------ Record extracts
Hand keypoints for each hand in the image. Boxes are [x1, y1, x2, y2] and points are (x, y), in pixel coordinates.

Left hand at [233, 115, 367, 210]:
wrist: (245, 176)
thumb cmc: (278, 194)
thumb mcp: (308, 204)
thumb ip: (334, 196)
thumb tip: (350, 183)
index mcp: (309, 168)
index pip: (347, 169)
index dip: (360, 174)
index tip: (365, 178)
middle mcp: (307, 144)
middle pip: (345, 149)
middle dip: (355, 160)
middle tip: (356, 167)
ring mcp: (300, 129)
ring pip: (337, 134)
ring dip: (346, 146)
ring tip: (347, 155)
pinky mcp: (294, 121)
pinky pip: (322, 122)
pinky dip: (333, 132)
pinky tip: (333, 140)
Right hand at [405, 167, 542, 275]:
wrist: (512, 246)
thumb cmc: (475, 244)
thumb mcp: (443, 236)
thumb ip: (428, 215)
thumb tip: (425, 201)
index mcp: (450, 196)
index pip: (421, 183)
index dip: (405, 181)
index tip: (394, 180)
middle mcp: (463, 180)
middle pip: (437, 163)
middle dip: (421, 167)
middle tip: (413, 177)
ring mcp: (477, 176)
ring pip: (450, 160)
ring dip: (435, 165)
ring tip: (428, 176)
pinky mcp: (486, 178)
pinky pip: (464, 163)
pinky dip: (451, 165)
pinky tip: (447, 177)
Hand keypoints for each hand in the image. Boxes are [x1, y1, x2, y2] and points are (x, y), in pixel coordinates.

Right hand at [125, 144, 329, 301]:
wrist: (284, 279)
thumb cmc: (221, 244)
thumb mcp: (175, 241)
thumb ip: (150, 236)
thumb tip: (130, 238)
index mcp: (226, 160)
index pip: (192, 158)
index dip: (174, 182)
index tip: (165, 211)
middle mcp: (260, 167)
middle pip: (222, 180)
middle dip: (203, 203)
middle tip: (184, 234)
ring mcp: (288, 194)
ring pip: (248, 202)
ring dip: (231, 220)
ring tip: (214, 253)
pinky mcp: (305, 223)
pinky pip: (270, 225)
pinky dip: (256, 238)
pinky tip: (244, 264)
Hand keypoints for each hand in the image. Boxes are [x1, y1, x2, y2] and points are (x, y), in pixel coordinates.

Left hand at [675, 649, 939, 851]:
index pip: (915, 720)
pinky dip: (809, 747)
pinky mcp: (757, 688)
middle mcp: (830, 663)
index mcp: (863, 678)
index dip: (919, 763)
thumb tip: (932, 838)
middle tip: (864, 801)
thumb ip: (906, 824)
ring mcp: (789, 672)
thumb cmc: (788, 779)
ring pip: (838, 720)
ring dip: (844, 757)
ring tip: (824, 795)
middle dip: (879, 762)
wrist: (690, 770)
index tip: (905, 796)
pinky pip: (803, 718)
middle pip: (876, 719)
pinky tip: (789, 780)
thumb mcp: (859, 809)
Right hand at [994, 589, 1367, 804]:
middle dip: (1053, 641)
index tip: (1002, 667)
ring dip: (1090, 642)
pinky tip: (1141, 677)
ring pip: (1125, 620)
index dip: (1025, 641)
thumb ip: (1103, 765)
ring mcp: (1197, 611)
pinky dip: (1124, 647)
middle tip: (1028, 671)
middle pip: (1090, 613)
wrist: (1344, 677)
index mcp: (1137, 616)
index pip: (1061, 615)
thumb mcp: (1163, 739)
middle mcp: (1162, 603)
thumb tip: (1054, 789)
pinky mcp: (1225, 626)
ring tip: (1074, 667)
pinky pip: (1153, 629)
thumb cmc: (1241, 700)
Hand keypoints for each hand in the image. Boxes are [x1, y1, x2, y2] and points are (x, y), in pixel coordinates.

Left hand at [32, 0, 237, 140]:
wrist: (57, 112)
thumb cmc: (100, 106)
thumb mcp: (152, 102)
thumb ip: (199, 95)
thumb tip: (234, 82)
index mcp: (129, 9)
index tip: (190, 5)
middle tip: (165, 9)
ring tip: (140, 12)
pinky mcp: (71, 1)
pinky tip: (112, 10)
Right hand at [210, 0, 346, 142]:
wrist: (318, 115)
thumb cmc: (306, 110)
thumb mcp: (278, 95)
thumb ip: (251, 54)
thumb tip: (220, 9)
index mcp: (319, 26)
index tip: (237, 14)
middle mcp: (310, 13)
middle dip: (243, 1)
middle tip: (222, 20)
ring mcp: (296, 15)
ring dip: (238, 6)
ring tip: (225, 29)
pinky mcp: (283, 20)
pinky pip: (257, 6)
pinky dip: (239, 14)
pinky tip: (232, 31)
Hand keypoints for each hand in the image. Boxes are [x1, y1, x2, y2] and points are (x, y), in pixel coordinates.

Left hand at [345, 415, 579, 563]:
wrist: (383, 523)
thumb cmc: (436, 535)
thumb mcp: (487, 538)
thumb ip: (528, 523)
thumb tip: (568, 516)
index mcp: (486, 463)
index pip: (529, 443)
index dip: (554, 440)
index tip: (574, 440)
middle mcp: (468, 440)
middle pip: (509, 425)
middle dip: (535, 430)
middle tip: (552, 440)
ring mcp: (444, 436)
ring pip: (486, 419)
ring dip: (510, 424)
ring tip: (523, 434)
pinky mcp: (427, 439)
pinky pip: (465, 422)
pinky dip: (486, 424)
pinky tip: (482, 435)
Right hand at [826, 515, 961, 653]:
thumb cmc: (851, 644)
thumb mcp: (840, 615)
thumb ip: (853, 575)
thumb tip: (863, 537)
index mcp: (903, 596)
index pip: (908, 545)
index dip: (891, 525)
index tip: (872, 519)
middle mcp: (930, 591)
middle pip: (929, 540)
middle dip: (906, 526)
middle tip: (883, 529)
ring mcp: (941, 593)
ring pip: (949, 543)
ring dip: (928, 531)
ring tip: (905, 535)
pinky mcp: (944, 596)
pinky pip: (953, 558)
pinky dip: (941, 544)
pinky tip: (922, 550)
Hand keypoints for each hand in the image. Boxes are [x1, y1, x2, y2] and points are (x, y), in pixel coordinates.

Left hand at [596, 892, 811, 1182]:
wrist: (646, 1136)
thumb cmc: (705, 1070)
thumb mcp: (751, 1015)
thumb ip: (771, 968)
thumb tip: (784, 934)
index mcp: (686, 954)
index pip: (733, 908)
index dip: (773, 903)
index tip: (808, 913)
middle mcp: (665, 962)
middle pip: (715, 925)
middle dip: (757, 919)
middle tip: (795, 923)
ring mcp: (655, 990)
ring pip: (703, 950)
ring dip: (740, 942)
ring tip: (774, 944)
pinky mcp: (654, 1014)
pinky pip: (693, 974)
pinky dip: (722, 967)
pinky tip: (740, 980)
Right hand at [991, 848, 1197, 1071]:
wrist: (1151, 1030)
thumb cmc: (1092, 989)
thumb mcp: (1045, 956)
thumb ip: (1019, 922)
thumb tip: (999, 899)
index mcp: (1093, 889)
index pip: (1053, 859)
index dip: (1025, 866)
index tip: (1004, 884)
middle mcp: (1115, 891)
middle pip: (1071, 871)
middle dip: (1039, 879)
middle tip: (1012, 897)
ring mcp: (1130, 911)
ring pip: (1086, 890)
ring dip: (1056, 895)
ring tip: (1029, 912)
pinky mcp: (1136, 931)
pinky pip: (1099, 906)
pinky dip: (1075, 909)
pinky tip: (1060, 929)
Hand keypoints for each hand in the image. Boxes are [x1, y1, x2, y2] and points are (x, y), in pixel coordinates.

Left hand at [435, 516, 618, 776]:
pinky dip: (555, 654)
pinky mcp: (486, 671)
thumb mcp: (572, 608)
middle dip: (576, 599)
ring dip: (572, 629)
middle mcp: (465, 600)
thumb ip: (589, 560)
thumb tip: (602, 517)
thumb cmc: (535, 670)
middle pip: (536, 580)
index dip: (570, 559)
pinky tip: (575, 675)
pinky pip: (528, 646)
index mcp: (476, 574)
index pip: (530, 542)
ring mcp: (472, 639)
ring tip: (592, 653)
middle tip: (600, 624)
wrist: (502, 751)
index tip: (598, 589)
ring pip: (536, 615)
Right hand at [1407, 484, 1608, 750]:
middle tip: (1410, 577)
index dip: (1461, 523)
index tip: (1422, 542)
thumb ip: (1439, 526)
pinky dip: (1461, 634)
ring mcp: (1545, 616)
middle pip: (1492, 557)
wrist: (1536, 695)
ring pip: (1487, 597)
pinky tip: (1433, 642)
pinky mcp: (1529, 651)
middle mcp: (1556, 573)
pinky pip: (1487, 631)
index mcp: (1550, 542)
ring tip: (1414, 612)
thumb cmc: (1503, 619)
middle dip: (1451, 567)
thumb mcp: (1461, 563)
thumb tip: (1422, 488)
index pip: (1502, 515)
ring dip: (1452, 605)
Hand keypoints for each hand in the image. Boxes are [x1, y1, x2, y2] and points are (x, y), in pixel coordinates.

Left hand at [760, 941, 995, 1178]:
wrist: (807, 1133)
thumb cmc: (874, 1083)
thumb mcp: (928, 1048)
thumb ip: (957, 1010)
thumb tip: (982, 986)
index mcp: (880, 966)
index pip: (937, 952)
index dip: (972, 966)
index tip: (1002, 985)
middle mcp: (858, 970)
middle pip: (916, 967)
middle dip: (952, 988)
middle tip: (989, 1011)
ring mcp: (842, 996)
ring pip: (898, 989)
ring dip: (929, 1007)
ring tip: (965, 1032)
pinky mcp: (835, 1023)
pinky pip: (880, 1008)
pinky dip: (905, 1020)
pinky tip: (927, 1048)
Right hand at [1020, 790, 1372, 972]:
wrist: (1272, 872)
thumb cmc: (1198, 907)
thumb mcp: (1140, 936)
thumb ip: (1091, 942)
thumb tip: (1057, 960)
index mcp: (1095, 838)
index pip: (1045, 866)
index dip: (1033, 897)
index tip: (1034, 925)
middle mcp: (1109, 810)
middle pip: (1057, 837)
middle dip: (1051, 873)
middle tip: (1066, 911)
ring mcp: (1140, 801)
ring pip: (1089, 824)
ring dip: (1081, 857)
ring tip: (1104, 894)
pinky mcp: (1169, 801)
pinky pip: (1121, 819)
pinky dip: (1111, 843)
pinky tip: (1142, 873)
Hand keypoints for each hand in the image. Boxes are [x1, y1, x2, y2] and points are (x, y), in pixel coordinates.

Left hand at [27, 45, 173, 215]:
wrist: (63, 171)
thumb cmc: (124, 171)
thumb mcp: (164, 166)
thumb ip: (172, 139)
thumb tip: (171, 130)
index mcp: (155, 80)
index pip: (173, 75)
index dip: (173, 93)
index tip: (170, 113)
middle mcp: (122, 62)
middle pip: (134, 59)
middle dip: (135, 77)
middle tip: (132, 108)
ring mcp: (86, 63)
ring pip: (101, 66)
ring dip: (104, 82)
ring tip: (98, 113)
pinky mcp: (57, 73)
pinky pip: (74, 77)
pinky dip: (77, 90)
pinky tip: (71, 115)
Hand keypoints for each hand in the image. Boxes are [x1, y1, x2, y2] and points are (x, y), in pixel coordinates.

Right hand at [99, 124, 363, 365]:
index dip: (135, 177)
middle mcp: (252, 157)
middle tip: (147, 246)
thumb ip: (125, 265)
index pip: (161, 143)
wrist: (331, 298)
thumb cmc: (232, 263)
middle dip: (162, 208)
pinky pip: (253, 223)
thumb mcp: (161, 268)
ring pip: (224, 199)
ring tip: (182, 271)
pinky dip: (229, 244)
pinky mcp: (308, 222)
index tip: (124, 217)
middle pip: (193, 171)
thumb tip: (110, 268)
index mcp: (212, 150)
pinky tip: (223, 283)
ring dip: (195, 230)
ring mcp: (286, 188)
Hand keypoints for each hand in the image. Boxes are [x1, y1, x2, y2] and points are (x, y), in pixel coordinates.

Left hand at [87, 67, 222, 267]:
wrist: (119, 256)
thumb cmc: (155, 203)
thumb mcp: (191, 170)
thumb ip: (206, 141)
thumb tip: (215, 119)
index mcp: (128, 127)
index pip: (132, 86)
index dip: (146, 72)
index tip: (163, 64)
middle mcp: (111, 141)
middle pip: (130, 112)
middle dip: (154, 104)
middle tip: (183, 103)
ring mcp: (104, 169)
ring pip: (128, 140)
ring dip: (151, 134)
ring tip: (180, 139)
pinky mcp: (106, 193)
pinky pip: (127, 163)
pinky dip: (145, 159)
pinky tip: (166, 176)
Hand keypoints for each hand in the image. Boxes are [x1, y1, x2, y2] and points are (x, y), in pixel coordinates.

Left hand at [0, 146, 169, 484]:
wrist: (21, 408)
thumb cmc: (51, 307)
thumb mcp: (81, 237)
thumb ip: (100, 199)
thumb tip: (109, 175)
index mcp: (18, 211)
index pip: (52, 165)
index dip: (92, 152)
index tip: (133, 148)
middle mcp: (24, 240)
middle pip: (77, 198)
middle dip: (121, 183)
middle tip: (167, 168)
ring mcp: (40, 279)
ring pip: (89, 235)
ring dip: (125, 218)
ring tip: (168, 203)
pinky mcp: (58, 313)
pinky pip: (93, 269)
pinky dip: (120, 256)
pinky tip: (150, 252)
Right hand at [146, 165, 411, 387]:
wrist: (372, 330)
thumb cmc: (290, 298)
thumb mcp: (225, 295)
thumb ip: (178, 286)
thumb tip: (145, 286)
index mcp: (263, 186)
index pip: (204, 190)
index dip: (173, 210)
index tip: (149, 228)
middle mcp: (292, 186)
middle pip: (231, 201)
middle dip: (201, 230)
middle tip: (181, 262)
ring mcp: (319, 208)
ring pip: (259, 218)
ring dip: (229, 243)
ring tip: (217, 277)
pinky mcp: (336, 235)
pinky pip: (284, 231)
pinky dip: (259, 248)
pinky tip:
------------
> [What is being asked]
Only one stretch of the entries above is wanted: the lines from the one containing "thumb mcp: (859, 809)" through the one containing "ring mcp: (1197, 611)". Please reproduce it exactly.

> [Response]
thumb mcp: (859, 809)
Right hand at [994, 589, 1367, 804]:
middle dip: (1053, 641)
index tip: (1002, 667)
ring dip: (1090, 642)
pinky tip: (1141, 677)
ring pip: (1125, 620)
index dip: (1025, 641)
thumb ip: (1103, 765)
ring mcp: (1197, 611)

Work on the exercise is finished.